(Records from a data source)
--- START ---

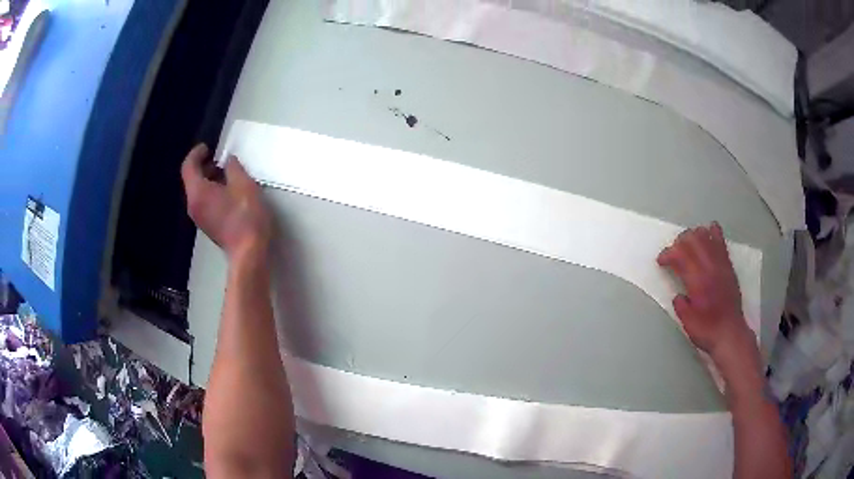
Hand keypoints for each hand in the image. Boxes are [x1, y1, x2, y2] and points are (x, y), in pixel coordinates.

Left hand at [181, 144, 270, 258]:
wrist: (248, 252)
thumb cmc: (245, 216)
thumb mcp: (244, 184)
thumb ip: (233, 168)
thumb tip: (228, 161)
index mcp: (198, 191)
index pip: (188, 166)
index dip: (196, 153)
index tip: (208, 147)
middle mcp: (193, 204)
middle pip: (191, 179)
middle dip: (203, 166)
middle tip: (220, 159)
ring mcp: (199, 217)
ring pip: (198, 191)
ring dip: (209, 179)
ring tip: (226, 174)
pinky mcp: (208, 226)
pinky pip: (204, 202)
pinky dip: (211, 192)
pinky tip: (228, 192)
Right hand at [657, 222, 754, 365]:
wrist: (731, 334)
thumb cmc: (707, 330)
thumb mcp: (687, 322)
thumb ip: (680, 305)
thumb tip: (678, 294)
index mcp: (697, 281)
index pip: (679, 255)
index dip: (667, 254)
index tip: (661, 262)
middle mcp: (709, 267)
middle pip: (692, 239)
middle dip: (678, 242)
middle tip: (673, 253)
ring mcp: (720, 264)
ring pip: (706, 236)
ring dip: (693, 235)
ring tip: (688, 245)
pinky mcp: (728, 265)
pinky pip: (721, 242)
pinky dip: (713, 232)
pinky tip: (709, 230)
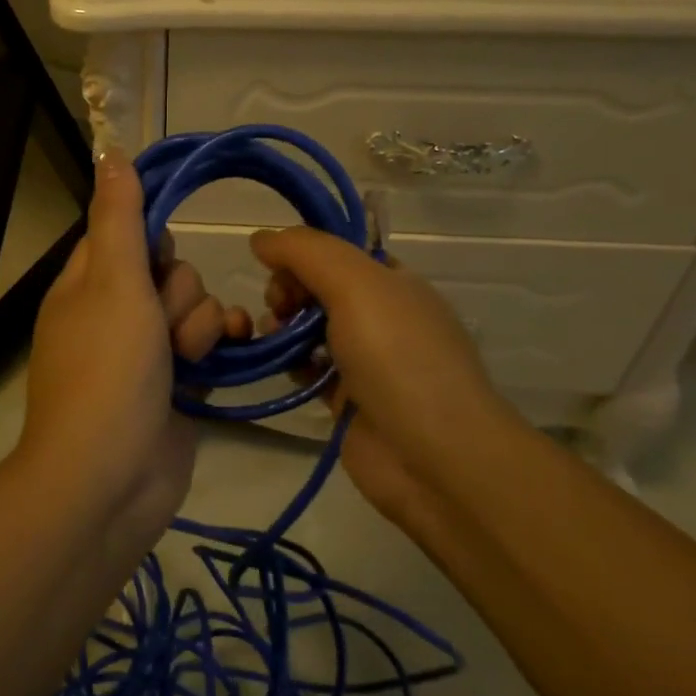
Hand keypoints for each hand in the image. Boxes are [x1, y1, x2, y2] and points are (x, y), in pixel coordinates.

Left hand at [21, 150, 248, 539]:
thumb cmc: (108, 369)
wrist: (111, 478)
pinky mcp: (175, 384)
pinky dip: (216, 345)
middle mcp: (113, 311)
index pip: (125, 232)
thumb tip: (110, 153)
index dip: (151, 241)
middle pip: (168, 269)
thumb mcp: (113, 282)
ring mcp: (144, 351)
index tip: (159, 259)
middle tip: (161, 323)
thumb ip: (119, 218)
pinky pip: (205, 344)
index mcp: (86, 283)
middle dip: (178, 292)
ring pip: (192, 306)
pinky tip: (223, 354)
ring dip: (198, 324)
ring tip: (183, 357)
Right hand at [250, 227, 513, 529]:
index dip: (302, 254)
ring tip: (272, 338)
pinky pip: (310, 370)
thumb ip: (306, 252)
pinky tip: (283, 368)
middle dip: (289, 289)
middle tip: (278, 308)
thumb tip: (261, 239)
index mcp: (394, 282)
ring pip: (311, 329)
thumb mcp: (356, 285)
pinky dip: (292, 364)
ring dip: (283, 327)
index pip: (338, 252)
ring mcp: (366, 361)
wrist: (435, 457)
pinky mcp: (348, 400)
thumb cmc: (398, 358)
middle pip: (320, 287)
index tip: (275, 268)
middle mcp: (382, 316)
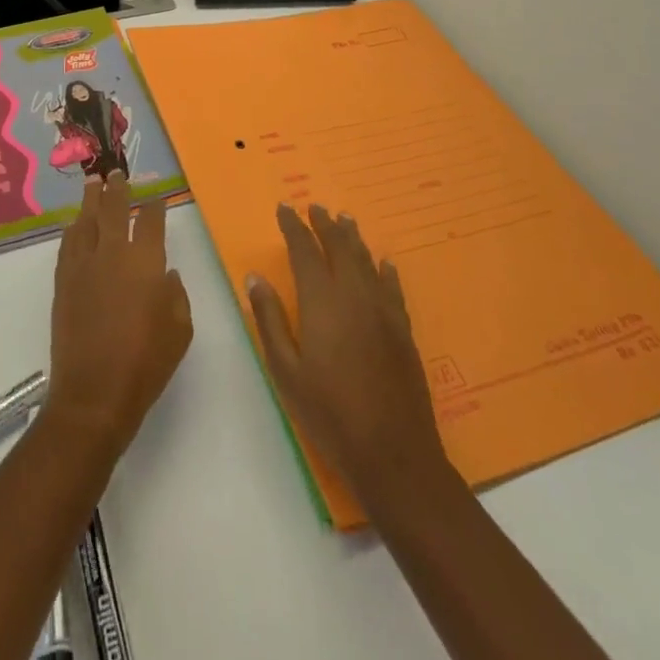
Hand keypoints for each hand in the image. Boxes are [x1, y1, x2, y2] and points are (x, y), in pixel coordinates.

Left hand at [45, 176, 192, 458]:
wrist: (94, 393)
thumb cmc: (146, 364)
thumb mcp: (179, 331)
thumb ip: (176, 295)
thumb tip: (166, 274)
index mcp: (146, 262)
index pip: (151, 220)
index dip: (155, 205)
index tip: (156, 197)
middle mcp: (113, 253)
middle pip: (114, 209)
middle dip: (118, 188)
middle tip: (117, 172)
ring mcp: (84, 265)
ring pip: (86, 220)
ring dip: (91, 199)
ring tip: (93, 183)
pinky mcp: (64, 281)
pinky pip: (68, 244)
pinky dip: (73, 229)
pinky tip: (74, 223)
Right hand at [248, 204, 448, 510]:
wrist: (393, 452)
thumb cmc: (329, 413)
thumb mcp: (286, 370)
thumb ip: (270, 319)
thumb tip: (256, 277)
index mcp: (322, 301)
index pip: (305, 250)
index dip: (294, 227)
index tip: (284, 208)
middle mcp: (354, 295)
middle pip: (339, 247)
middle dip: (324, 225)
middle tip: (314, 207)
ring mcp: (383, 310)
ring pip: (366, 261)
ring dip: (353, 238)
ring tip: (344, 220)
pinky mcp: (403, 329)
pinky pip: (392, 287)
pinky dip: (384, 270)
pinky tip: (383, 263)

--- END ---

__INSTRUCTIONS TO FOLLOW__. Before copying, set the pictures aside; then give the records again exactly.

__RESPONSE BOX__.
Hand keypoints for each hand in the image. Boxes are [x1, y1, x2, y2] and points are (x, y), in pixel coordinates.

Left hand at [181, 144, 270, 258]:
wrist: (248, 252)
thumb cmc: (245, 216)
thumb mcp: (244, 184)
thumb ip: (233, 168)
thumb tip: (228, 161)
index mcp: (198, 191)
index pip: (188, 166)
index dip: (196, 153)
index tip: (208, 147)
middle mcp: (193, 204)
middle pip: (191, 179)
middle dip: (203, 166)
middle tip: (220, 159)
ring mcp: (199, 217)
ring pip: (198, 191)
ring dip: (209, 179)
ring tip: (226, 174)
pinky mcp: (208, 226)
pinky pip: (204, 202)
pinky dip: (211, 192)
pinky tip: (228, 192)
Right hand at [657, 222, 754, 365]:
wrist: (731, 334)
thumb cmc: (707, 330)
thumb mcp: (687, 322)
thumb ip: (680, 305)
thumb tip: (678, 294)
index mcp: (697, 281)
index pip: (679, 255)
index dip: (667, 254)
index tip: (661, 262)
middle mcp: (709, 267)
middle pip: (692, 239)
middle dip: (678, 242)
middle tip: (673, 253)
ring mcp: (720, 264)
ring pip: (706, 236)
ring dip: (693, 235)
ring tip: (688, 245)
pinky mcp: (728, 265)
pinky pip: (721, 242)
pinky dip: (713, 232)
pinky tip: (709, 230)
Hand keypoints for each hand in the image. Boxes are [x1, y1, x2, y2] and points are (x, y), in pixel coordinates.

Left hand at [21, 150, 248, 539]:
thumb cmc: (108, 369)
wrist: (111, 478)
pinky mcp: (175, 384)
pinky dip: (216, 345)
middle mcp: (113, 311)
index pip: (125, 232)
thumb tip: (110, 153)
index dip: (151, 241)
middle pip: (168, 269)
thumb mcp: (113, 282)
ring mcp: (144, 351)
index tip: (159, 259)
middle tip: (161, 323)
thumb ip: (119, 218)
pinky pip: (205, 344)
index mcp: (86, 283)
middle dip: (178, 292)
ring pip: (192, 306)
pinky tip: (223, 354)
ring dip: (198, 324)
ring tip: (183, 357)
Right hand at [250, 227, 513, 529]:
index dip: (302, 254)
ring tip: (272, 338)
pinky pip: (310, 370)
thumb ip: (306, 252)
pinky tip: (283, 368)
middle dip: (289, 289)
middle tip: (278, 308)
thumb tip: (261, 239)
index mcp: (394, 282)
ring pip: (311, 329)
thumb mcp: (356, 285)
pinky dip: (292, 364)
ring dip: (283, 327)
index pip: (338, 252)
ring mcp: (366, 361)
wrist: (435, 457)
pinky mcp: (348, 400)
thumb cmc: (398, 358)
middle pip: (320, 287)
index tip: (275, 268)
middle mcp: (382, 316)
Hand keypoints for each hand in the image. Boxes are [x1, y1, x2, y2] and points are (x, y), in pixel coordinates.

Left hand at [45, 176, 192, 458]:
wrist: (94, 393)
thumb cmc: (146, 364)
thumb mcp: (179, 331)
thumb ip: (176, 295)
thumb tip: (166, 274)
index mcp: (146, 262)
index pip: (151, 220)
index dip: (155, 205)
index tip: (156, 197)
middle mcp: (113, 253)
middle pip: (114, 209)
middle dip: (118, 188)
middle tip: (117, 172)
ring mcp: (84, 265)
ring pip: (86, 220)
ring dip: (91, 199)
ring tip: (93, 183)
pinky mcp: (64, 281)
pinky pip: (68, 244)
pinky dip: (73, 229)
pinky tip: (74, 223)
Right hand at [248, 204, 448, 510]:
wrist: (393, 452)
thumb cmc: (329, 413)
thumb mcp: (286, 370)
thumb ip: (270, 319)
thumb tip: (256, 277)
index mcp: (322, 301)
index pip: (305, 250)
index dip: (294, 227)
index tip: (284, 208)
middle mcp: (354, 295)
middle pip: (339, 247)
middle dip: (324, 225)
middle tip: (314, 207)
ring mcp: (383, 310)
ring pip: (366, 261)
ring dip: (353, 238)
ring tip: (344, 220)
pinky mcp: (403, 329)
pinky pip: (392, 287)
pinky dip: (384, 270)
pinky tip: (383, 263)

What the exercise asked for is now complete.